> _EXERCISE_
Exactly the lines from the line containing "thumb ip: (880, 886)" through the last line of the entries below should appear in the answer, reproduced verbatim.

☆ ☆ ☆ ☆ ☆

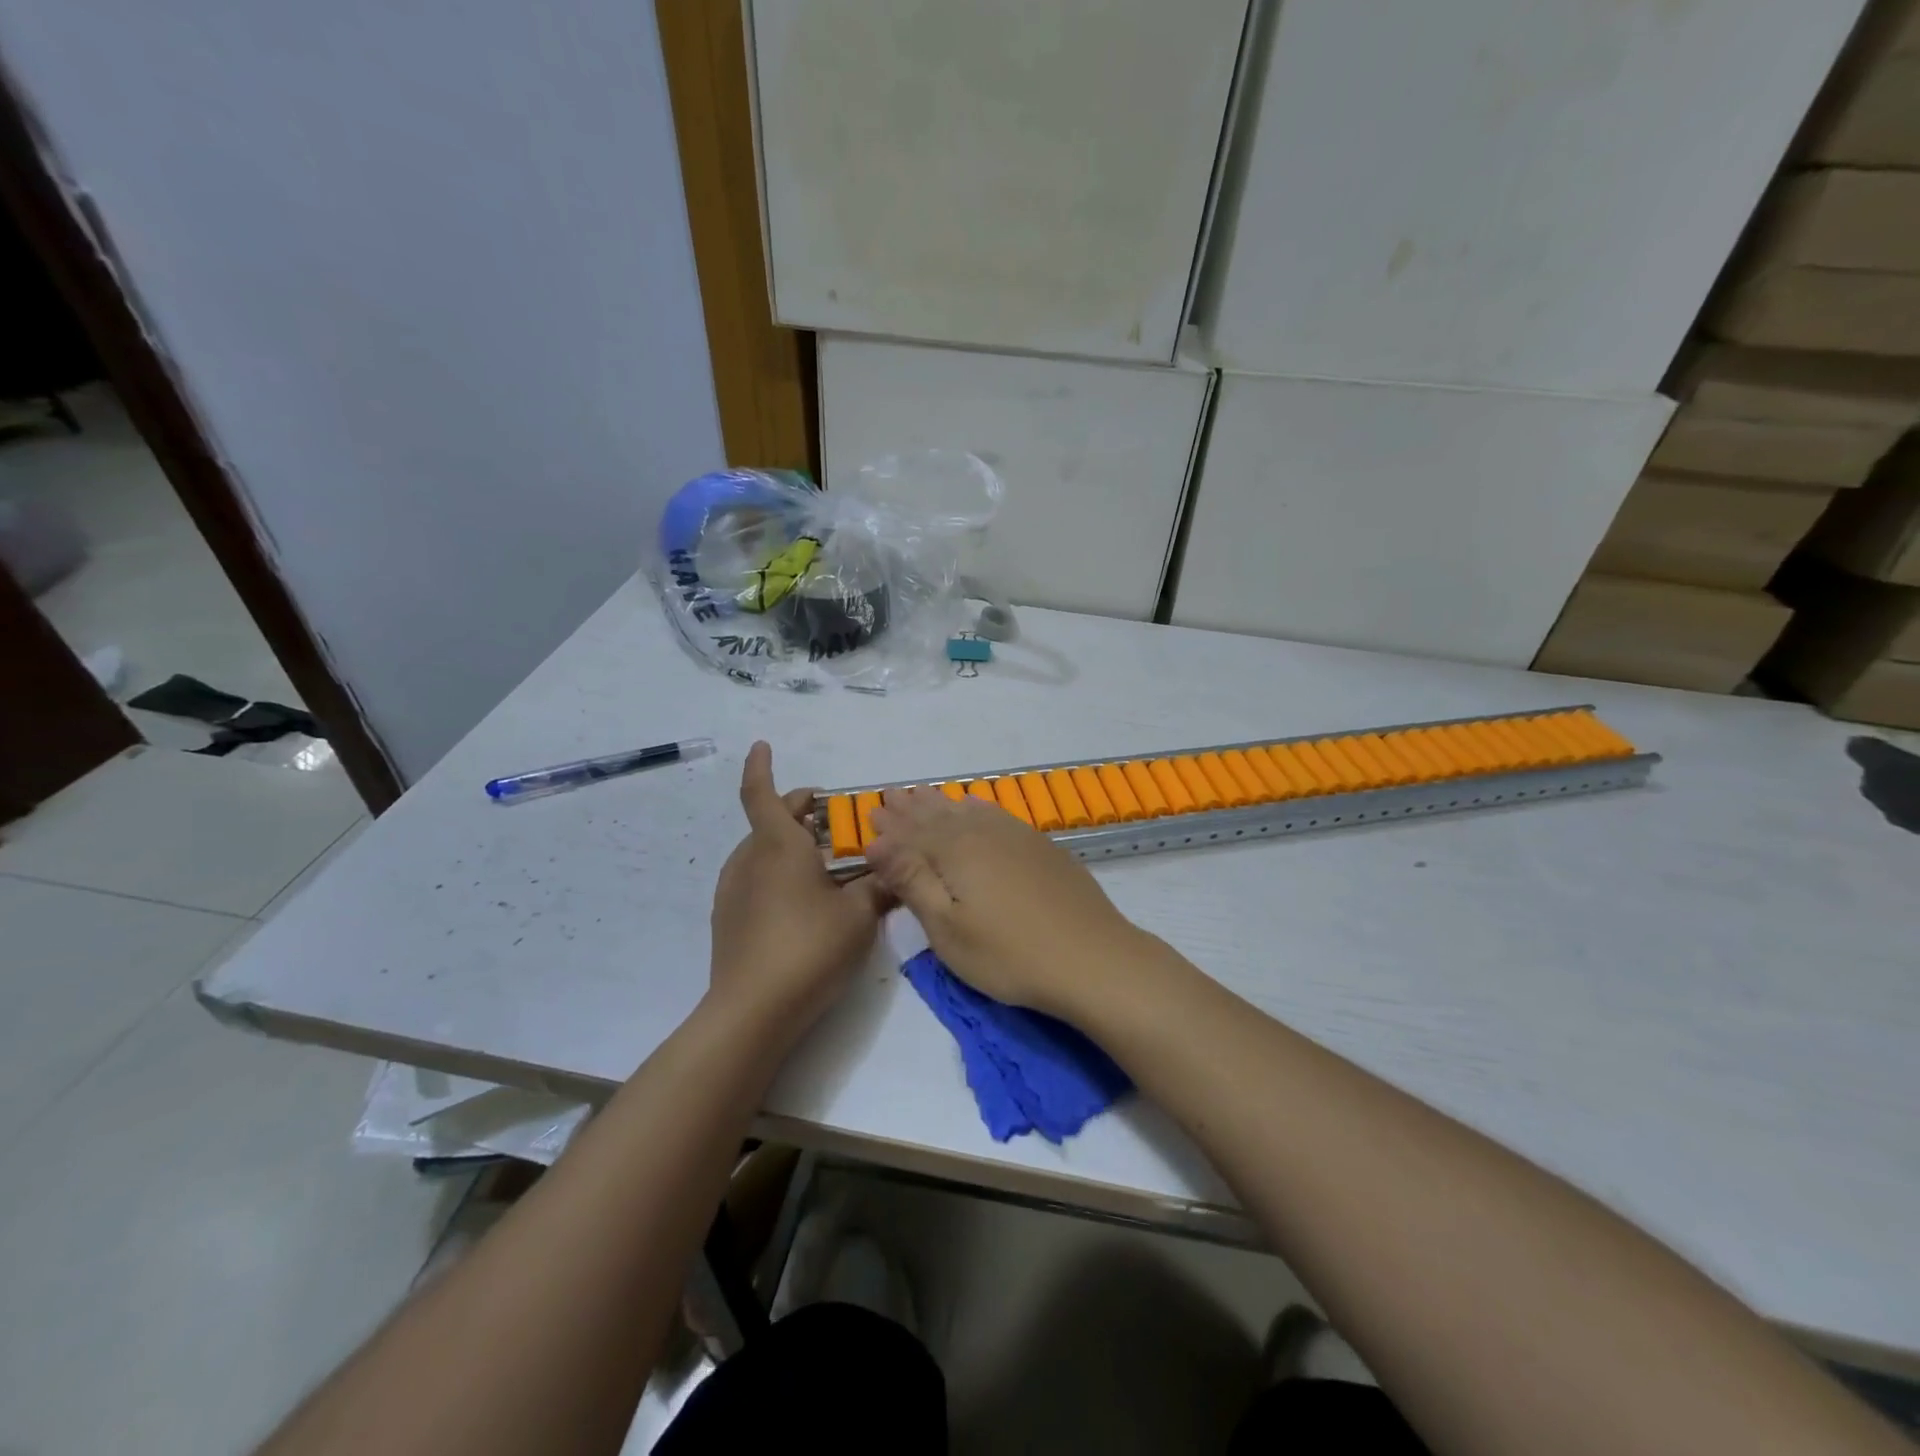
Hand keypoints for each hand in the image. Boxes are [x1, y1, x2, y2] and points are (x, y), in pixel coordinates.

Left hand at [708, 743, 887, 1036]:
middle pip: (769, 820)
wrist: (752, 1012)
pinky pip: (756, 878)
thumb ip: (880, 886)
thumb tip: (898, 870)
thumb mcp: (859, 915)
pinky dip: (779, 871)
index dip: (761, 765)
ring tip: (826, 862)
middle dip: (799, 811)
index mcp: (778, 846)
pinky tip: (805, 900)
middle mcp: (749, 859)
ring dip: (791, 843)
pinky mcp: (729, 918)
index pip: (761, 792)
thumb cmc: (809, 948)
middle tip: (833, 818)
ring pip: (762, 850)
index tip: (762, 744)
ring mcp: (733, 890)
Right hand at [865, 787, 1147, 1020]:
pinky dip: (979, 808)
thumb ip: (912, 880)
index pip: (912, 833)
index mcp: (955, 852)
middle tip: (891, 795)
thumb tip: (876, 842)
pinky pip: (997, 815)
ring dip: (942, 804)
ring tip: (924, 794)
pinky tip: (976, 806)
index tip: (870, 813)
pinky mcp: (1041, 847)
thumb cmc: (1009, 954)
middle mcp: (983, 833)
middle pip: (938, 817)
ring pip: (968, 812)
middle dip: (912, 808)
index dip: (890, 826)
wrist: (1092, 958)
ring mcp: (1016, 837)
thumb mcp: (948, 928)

☆ ☆ ☆ ☆ ☆

> _TASK ANSWER_
thumb ip: (880, 886)
thumb tip: (898, 870)
thumb mcp: (859, 915)
pinky dip: (779, 871)
index dip: (761, 765)
ring tip: (826, 862)
middle dip: (799, 811)
index mcp: (778, 846)
pinky tip: (805, 900)
middle mcp: (749, 859)
ring dip: (791, 843)
pinky mcp: (729, 918)
index pip: (761, 792)
thumb cmc: (809, 948)
middle tip: (833, 818)
ring pip: (762, 850)
index tip: (762, 744)
ring mcp: (733, 890)
Right hand at [865, 787, 1147, 1020]:
pinky dip: (979, 808)
thumb ip: (912, 880)
index pip: (912, 833)
index mcp: (955, 852)
middle tip: (891, 795)
thumb tip: (876, 842)
pinky pip: (997, 815)
ring dip: (942, 804)
ring tip: (924, 794)
pinky tip: (976, 806)
index tip: (870, 813)
pinky mcp: (1041, 847)
thumb cmc: (1009, 954)
middle mcp: (983, 833)
middle pip: (938, 817)
ring pip: (968, 812)
middle dip: (912, 808)
index dip: (890, 826)
wrist: (1092, 958)
ring mcp: (1016, 837)
thumb mcp: (948, 928)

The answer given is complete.